The Dollar Slumps, Yen Warns of Intervention
The Dollar’s Weakness
The dollar was reeling on Wednesday after significant declines against the euro and sterling. Despite this, the yen remained at 34-year lows, prompting Japanese officials to issue intervention warnings.
Reasons Behind Dollar’s Decline
The dollar’s overnight losses were driven by strong European activity data and slowing U.S. business growth. Meanwhile, the Australian dollar capitalized on the weakened greenback due to better-than-expected local consumer price data.
Rally of the Australian Dollar
The Australian dollar surged to $0.65185, benefiting from a re-evaluation of the RBA’s monetary policy.
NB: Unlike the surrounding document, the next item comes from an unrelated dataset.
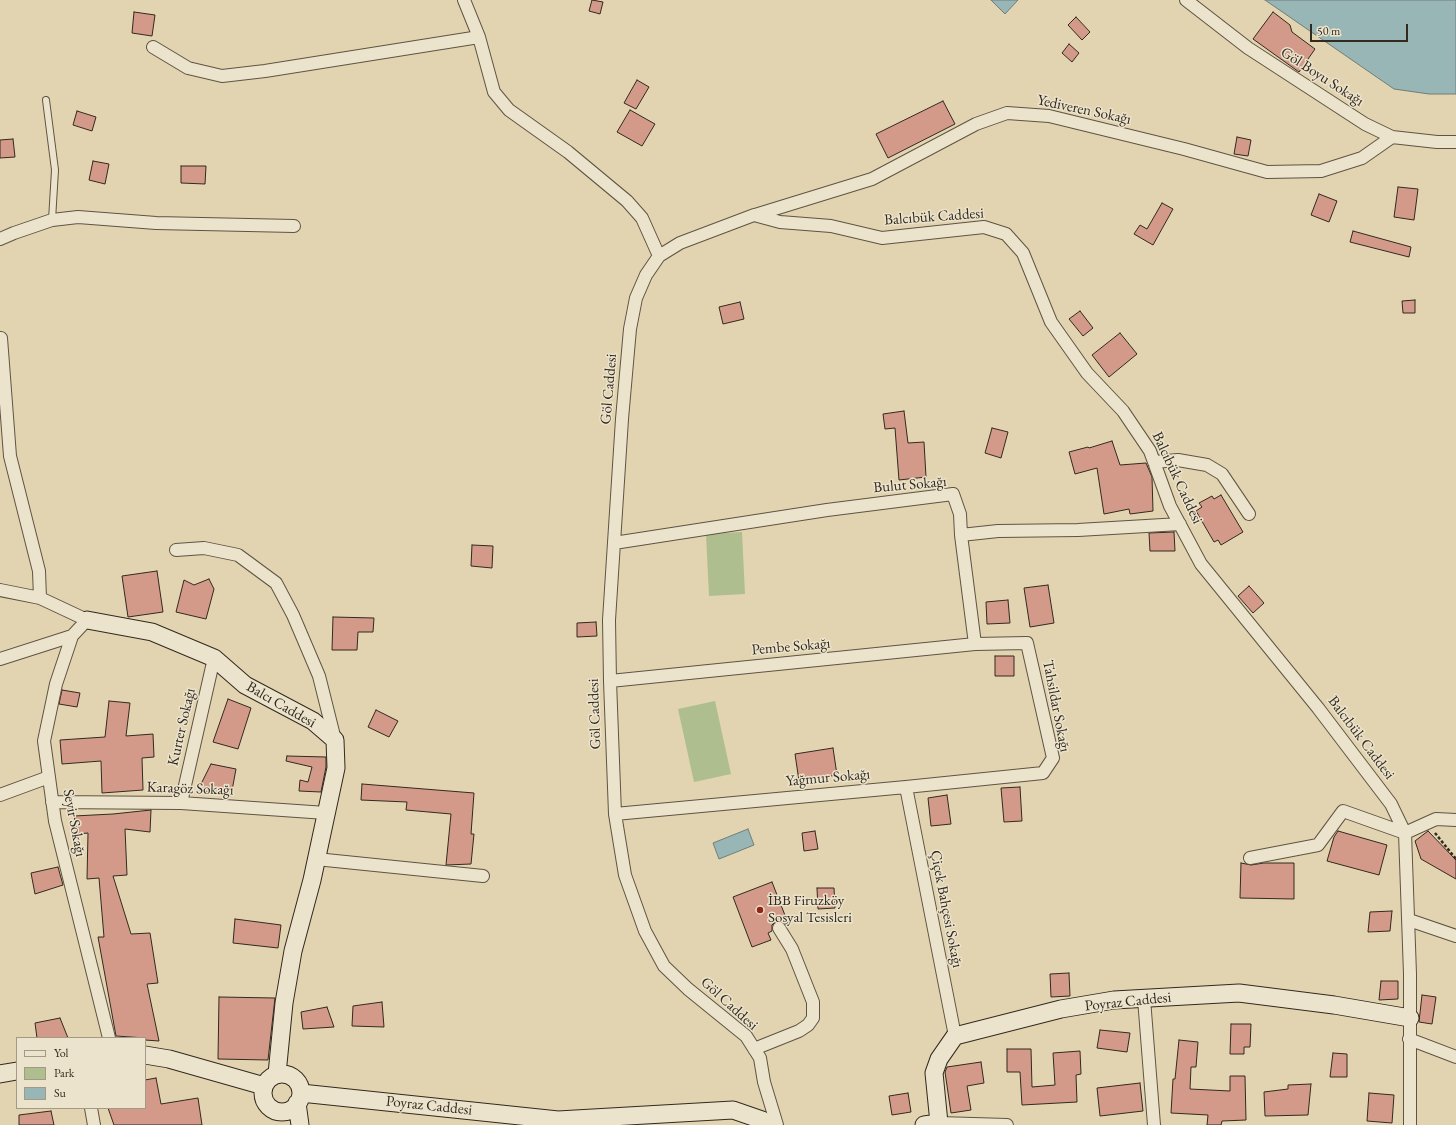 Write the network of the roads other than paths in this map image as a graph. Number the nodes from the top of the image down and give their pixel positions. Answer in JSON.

This rally dashed hopes for rate cuts from the Reserve Bank of Australia in the near future.
The Dollar Index and Other Currencies
The dollar index, measuring the currency against major peers, was flat at 105.67, while the euro held steady at $1.0705 after seeing robust business activity growth in the eurozone.
Sterling’s Positive Performance
Sterling also saw gains after data showed rapid growth in British business activities. Bank of England Chief Economist Huw Pill hinted that interest rate cuts were not imminent. Sterling rose to $1.2455.
U.S. Economic Scenario
U.S. business activity slowed in April, with easing inflation rates offering slight relief for the Federal Reserve. Markets anticipate a 73% chance of a rate cut by September.
Intervention Warnings for Yen
Japanese officials expressed concerns about yen intervention as the currency hovered near 34-year lows. The Bank of Japan is expected to maintain policy settings despite recent interest rate hikes.
Future Outlook
The dollar reached a 5-1/2-month high last week, fueled by persistent inflation. Any intervention attempts could impact Japanese authorities’ credibility. The yen’s strength may persist until summer unless the Fed cuts rates in September.